Hot New Hedge Fund Defies Consensus on Bullish Brazil Real Bet
(Bloomberg) -- A Brazil hedge fund that saw its bullishness pay off last year has lined up another gutsy move to stay ahead of peers.
Legacy Capital Gestao de Recursos Ltda., created in 2018 by former executives at Banco Santander SA, says the Brazilian currency will rally beyond the 3.80 per dollar average forecast this year, though the recent comeback in U.S. and China trade war concerns make it hard to pinpoint exactly by how much.
“We see more premium in the Brazilian currency from now on than in any of the other assets we look at,” Felipe Guerra, Legacy’s chief investment officer and a former treasury director at Santander Brasil, said. “It could be a very strong movement and it’s the best bet even if the short-term global scenario got more tricky.”
The rally seen by Guerra would be a turnaround for the currency. The real is down 2.4 percent this year as concerns about trade war and turbulence in emerging markets from Turkey to Argentina roil developing-nation assets. The back and forth on pension reform negotiations, the flagship bill in President Jair Bolsonaro’s economic agenda, has also taken a toll on the currency.
Legacy’s bet on the real was made possible by what Guerra sees as a “global stabilization” compared to the beginning of the year as there’s been “better data across the board” for the world economy. “We’re not seeing a scenario of reducing stimulus and that’s bullish for emerging markets as a whole,” he said, adding he expects a positive outcome for the trade talks.
President Bolsonaro’s pipeline of asset sales, concessions and initial public offerings of state-owned companies may also play a part in the exchange rate, with more dollars coming in. That flow also hinges on Brazil being able to pull off a much-delayed pension reform, which Guerra expects to pass the Lower House by the third quarter of the year. He sees the overhaul bringing around 800 billion reais in savings in a decade, compared to 1.1 trillion reais in the government’s initial proposal.
The volatility spurred by trade talks means “a buy opportunity for U.S. stocks,” a position Legacy has been increasing recently -- including non-Brazil related firms. He protects that bet by being “a little bit positive” on the dollar and receiving rates for the 10-year Treasury bonds. For local stocks, Guerra says the firm cut its exposure since the start of the year.

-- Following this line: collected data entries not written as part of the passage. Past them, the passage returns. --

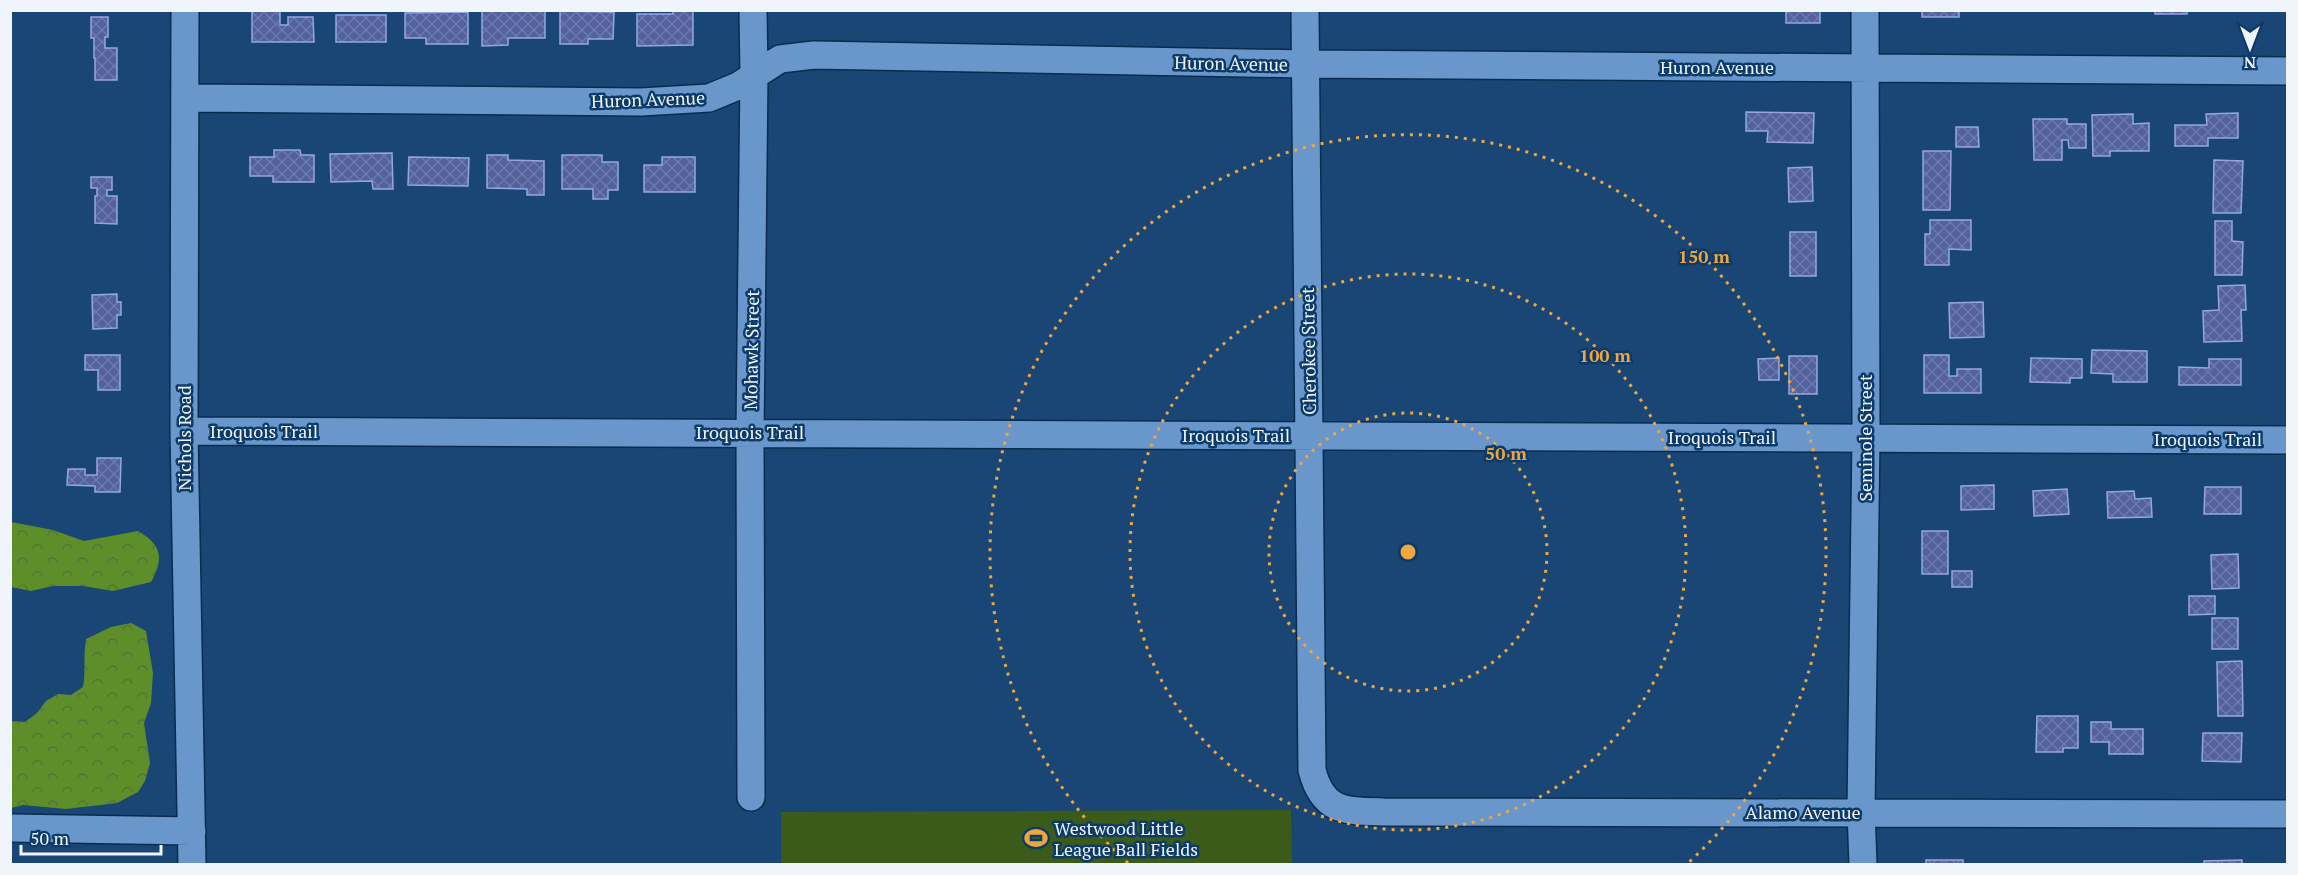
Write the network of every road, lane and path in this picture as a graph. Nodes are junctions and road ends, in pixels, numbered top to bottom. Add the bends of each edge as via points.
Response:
1 (184, 10) edge
2 (753, 10) edge
3 (1305, 10) edge
4 (1865, 10) edge
5 (1305, 64) junction
6 (1865, 68) junction
7 (2288, 71) edge
8 (754, 75) junction
9 (185, 98) junction
10 (184, 431) junction
11 (750, 432) junction
12 (1309, 435) junction
13 (1866, 438) junction
14 (2288, 440) edge
15 (1323, 796) joint
16 (751, 797) dead end
17 (1861, 811) junction
18 (2288, 814) edge
19 (10, 828) edge
20 (192, 831) junction
21 (192, 864) edge
22 (1863, 864) edge

1 - 9 street, Nichols Road
2 - 8 street, Mohawk Street
3 - 5 street, Cherokee Street
4 - 6 street, Seminole Street
5 - 6 street, Huron Avenue
5 - 8 street, Huron Avenue via 795,56 780,59
5 - 12 street, Cherokee Street
6 - 7 street, Huron Avenue
6 - 13 street, Seminole Street
8 - 9 street, Huron Avenue via 725,93 675,102
8 - 11 street, Mohawk Street
9 - 10 street, Nichols Road
10 - 11 street, Iroquois Trail
10 - 20 street, Nichols Road
11 - 12 street, Iroquois Trail
11 - 16 street, Mohawk Street
12 - 13 street, Iroquois Trail
12 - 15 street, Cherokee Street via 1312,770
13 - 14 street, Iroquois Trail
13 - 17 street, Seminole Street
15 - 17 street, Alamo Avenue via 1338,809 1373,812
17 - 18 street, Alamo Avenue
17 - 22 street, Seminole Street
19 - 20 street
20 - 21 street, Nichols Road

As for the local rates market, Guerra says the fund recently exited its positions after getting a payoff from betting on shorter-maturity notes when discussions of a possible benchmark rate cut started gaining steam. Now, that debate is on hold amid slower-than-expected progress on the reform agenda and higher-than-anticipated inflation figures.

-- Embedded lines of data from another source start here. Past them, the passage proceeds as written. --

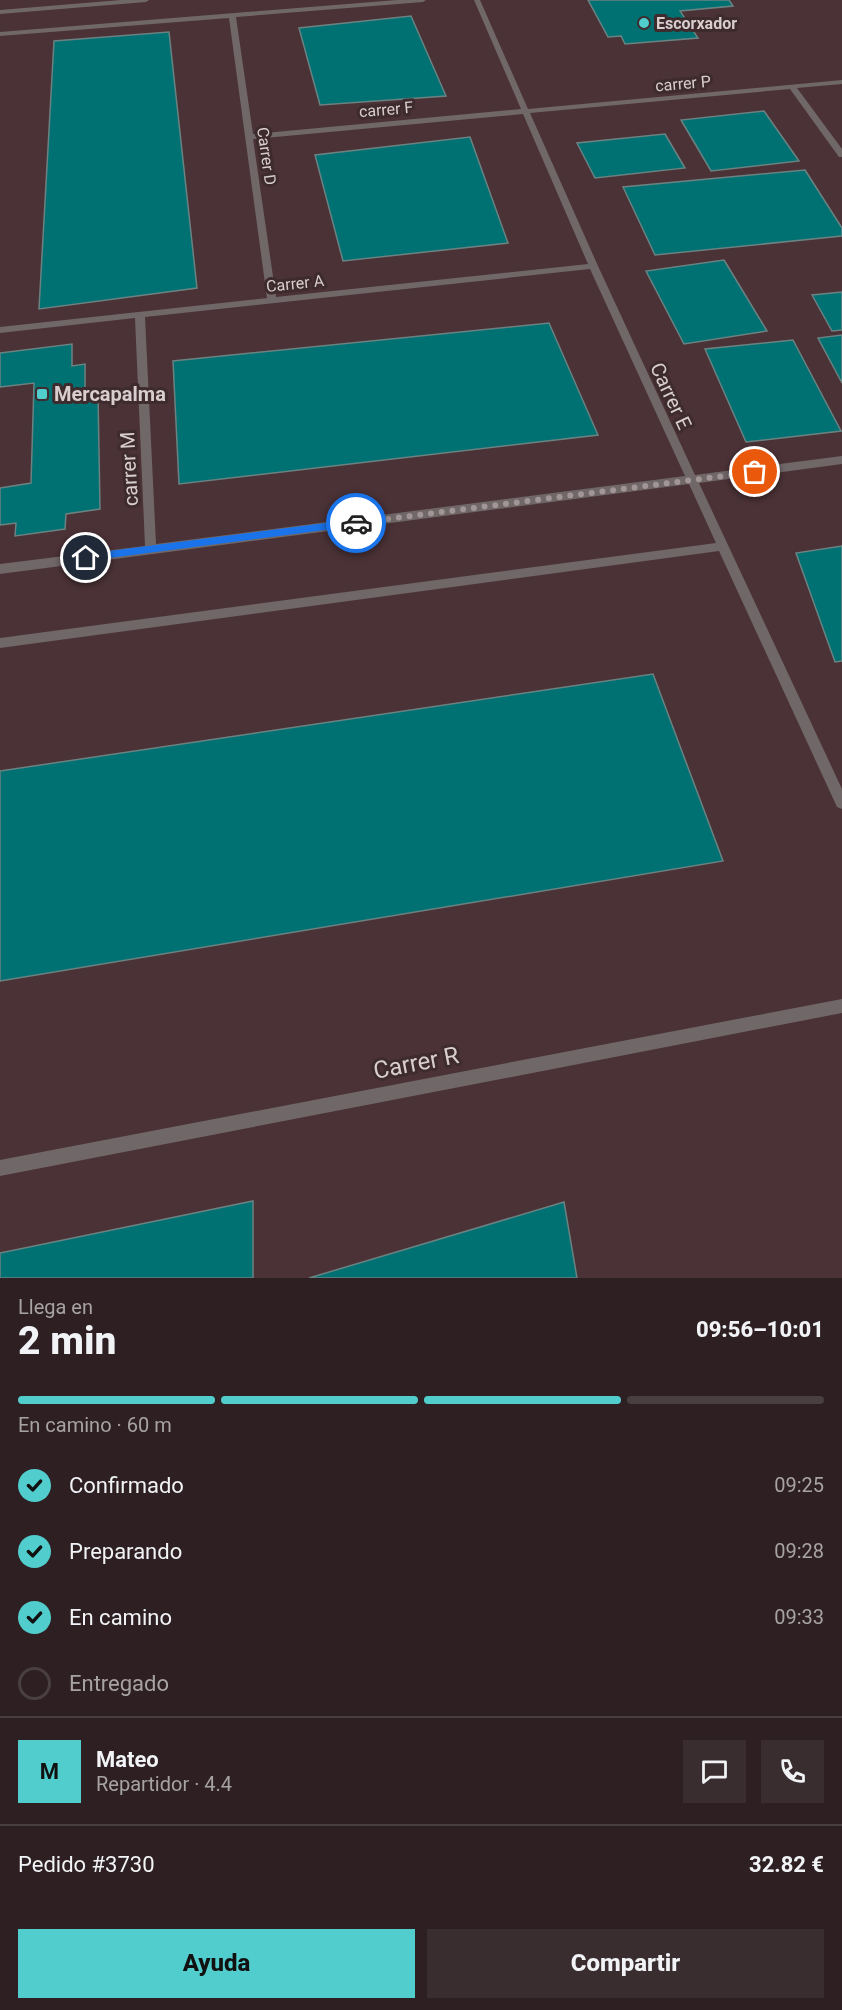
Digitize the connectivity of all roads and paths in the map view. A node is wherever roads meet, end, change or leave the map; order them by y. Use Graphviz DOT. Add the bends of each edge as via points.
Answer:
graph roads {
  1 [pos="146,0"];
  2 [pos="423,0"];
  3 [pos="477,0"];
  4 [pos="0,12"];
  5 [pos="232,15"];
  6 [pos="1,34"];
  7 [pos="0,43"];
  8 [pos="842,82"];
  9 [pos="792,87"];
  10 [pos="525,111"];
  11 [pos="249,137"];
  12 [pos="842,155"];
  13 [pos="592,266"];
  14 [pos="272,301"];
  15 [pos="140,315"];
  16 [pos="0,330"];
  17 [pos="842,460"];
  18 [pos="690,480"];
  19 [pos="724,546"];
  20 [pos="151,549"];
  21 [pos="0,569"];
  22 [pos="0,643"];
  23 [pos="842,803"];
  24 [pos="842,1006"];
  25 [pos="0,1168"];
  1 -- 4 [label="lane"];
  2 -- 5 [label="lane"];
  3 -- 10 [label="lane, Carrer E"];
  5 -- 6 [label="lane"];
  5 -- 11 [label="lane, Carrer D"];
  6 -- 7 [label="lane"];
  8 -- 9 [label="lane, carrer P"];
  9 -- 10 [label="lane, carrer P"];
  9 -- 12 [label="lane"];
  10 -- 11 [label="lane, carrer F"];
  10 -- 13 [label="lane, Carrer E"];
  11 -- 14 [label="lane, Carrer D"];
  13 -- 14 [label="lane, Carrer A"];
  13 -- 18 [label="lane, Carrer E"];
  14 -- 15 [label="lane, Carrer A"];
  15 -- 16 [label="lane, Carrer A"];
  15 -- 20 [label="lane, carrer M"];
  17 -- 18 [label="lane"];
  18 -- 19 [label="lane, Carrer E"];
  18 -- 20 [label="lane"];
  19 -- 22 [label="lane"];
  19 -- 23 [label="lane, Carrer E"];
  20 -- 21 [label="lane"];
  24 -- 25 [label="lane, Carrer R"];
}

The firm’s flagship Legacy Capital Master FIM posted a 15 percent total return since it launched in June, according to data compiled by Bloomberg. That was 9.7 percentage points more than the benchmark DI rate. The fund has already racked up 4.78 billion reais in total assets in that period and is now closed to new investors.
“We try to overlook short-term noise,” Guerra says. “If you have the reforms, Brazil could grow as much 3.5 percent for three years without inflation, a scenario I’ve never seen before.”